Few data are available on the comparison between palpation and image-guided techniques for injection or aspiration of the first MTP joint. Reach et al[25] report 100% accuracy when using US guidance; however, this analysis was performed without a comparison group. Balint et al[10] reported markedly lower accuracy rates in the conventional, palpation-guided technique for joint and soft-tissue aspiration compared with the US-guided technique. In the conventional group, successful aspiration was achieved in only 32% of the joints, compared with 97% of the aspirations in the US-guided group. The mean volume of fluid obtained with successful aspirations was similar in both groups.

Synovial Fluid Analysis

Joint fluid analysis is a useful diagnostic tool in the management of both septic arthritis and inflammatory disease. Analysis of the aspirate is critical in the treatment of adult septic arthritis because it guides antibiotic management. It also allows for the establishment of an accurate diagnosis in crystalline disease and guides management of inflammatory arthritis. The macroscopic appearance of synovial fluid provides immediate information to apply toward the differential diagnosis. The color, clarity, and viscosity can be appreciated on gross examination (Table 3). Synovial fluid specimens are placed in specimen containers specific to the test being ordered. A heparinized tube is preferable for cell counts, sterile containers for microbiology testing, and plain tubes for chemistry and immunological testing of the fluid. The volume aspirated from the joint may be small, and if only a few milliliters of fluid are available, preference should be given for cell count analysis. Normal synovial fluid is straw-colored, clear, and viscous. Increased inflammation changes the fluid's macroscopic appearance; the color ranges from yellow to greenish yellow, the clarity is more opalescent, and the viscosity is decreased. In the setting of a pyogenic infection, the aspirate may appear as frank, purulent material. Bloody fluid may be the result of joint trauma, coexisting anticoagulation therapy, baseline coagulation disorders, or synovial tumors such as pigmented villonodular synovitis.[3] The appearance of particles other than cells may indicate the presence of crystals. In rare instances, concomitant septic and gouty arthritis exists;[2] therefore, early diagnosis requires a high level of suspicion because there may be an absence of fever or leukocytosis. Synovial fluid aspirate should be sent for cell count and differential, Gram stain, microbiologic culture, and crystal analysis,[1] with results guiding subsequent management (Table 3). Of note, the cell count suggestive of septic arthritis in a prosthetic joint is much lower compared with a native joint. Additional biochemical studies, including the analysis of glucose, protein, and complement level, may be performed to provide further characterization of inflammatory arthritides.
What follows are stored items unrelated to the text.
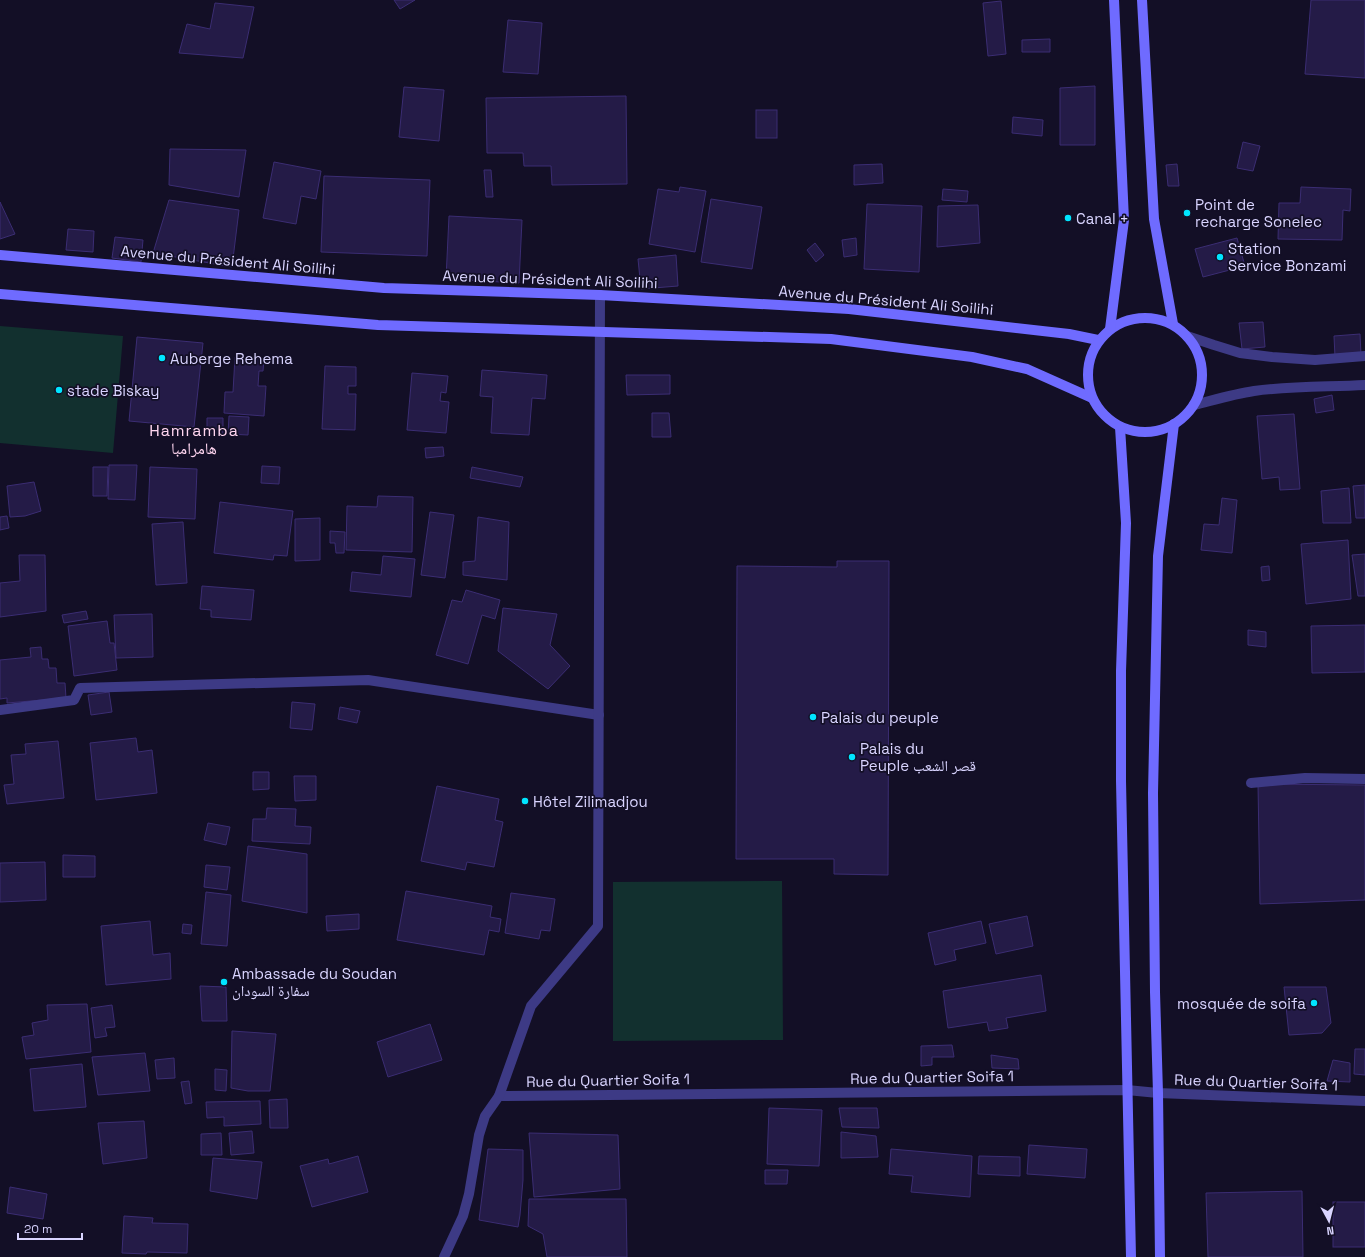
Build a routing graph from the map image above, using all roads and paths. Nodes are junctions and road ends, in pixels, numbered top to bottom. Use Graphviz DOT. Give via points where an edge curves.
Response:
graph roads {
  1 [pos="1114,0"];
  2 [pos="1142,0"];
  3 [pos="0,255"];
  4 [pos="0,294"];
  5 [pos="600,295"];
  6 [pos="1173,324"];
  7 [pos="1110,329"];
  8 [pos="599,332"];
  9 [pos="1187,336"];
  10 [pos="1098,340"];
  11 [pos="1365,356"];
  12 [pos="1365,385"];
  13 [pos="1092,398"];
  14 [pos="1194,405"];
  15 [pos="1174,424"];
  16 [pos="1120,427"];
  17 [pos="0,710"];
  18 [pos="599,715"];
  19 [pos="1365,779"];
  20 [pos="1251,783"];
  21 [pos="1127,1090"];
  22 [pos="1158,1093"];
  23 [pos="499,1096"];
  24 [pos="1365,1101"];
  25 [pos="444,1257"];
  26 [pos="1131,1257"];
  27 [pos="1160,1257"];
  1 -- 7 [label="main road" via="1124,220"];
  2 -- 6 [label="main road" via="1154,219"];
  3 -- 5 [label="main road, Avenue du Président Ali Soilihi" via="384,288"];
  4 -- 8 [label="main road" via="378,325"];
  5 -- 8 [label="street"];
  5 -- 10 [label="main road, Avenue du Président Ali Soilihi" via="849,309 1069,334"];
  6 -- 7 [label="main road" via="1157,318 1141,317 1124,321"];
  6 -- 9 [label="main road"];
  7 -- 10 [label="main road"];
  8 -- 13 [label="main road" via="831,339 972,357 1027,369"];
  8 -- 18 [label="street"];
  9 -- 11 [label="street" via="1240,353 1272,357 1315,360"];
  9 -- 14 [label="main road" via="1198,351 1202,369 1201,388"];
  10 -- 13 [label="main road" via="1087,368"];
  12 -- 14 [label="street" via="1254,391"];
  13 -- 16 [label="main road" via="1108,420"];
  14 -- 15 [label="main road"];
  15 -- 16 [label="main road" via="1161,430 1147,432"];
  15 -- 22 [label="main road" via="1158,556 1153,793"];
  16 -- 21 [label="main road" via="1126,523 1121,758"];
  17 -- 18 [label="street" via="74,700 80,688 368,680"];
  18 -- 23 [label="street" via="598,926 531,1006"];
  19 -- 20 [label="street" via="1305,778"];
  21 -- 22 [label="street, Rue du Quartier Soifa 1"];
  21 -- 23 [label="street, Rue du Quartier Soifa 1"];
  21 -- 26 [label="main road"];
  22 -- 24 [label="street, Rue du Quartier Soifa 1"];
  22 -- 27 [label="main road"];
  23 -- 25 [label="street" via="485,1116 479,1134 469,1194"];
}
Aspiration and injection of joints and soft tissues are safe and effective techniques for the diagnosis and treatment of musculoskeletal disorders. Intra-articular aspiration provides invaluable diagnostic information in cases of septic arthritis and inflammatory arthritides. Injection of local anesthetic may be of great utility for diagnostic purposes, and corticosteroid injections may be both diagnostic and therapeutic. Although correct needle placement in most of the peripheral joints of the lower extremity is routine in the hands of the experienced clinician, the use of image guidance to localize joint and soft-tissue structures may be beneficial. Correct needle placement has important implications for the administration of local treatment and underscores the significance of US as a useful device in clinical practice.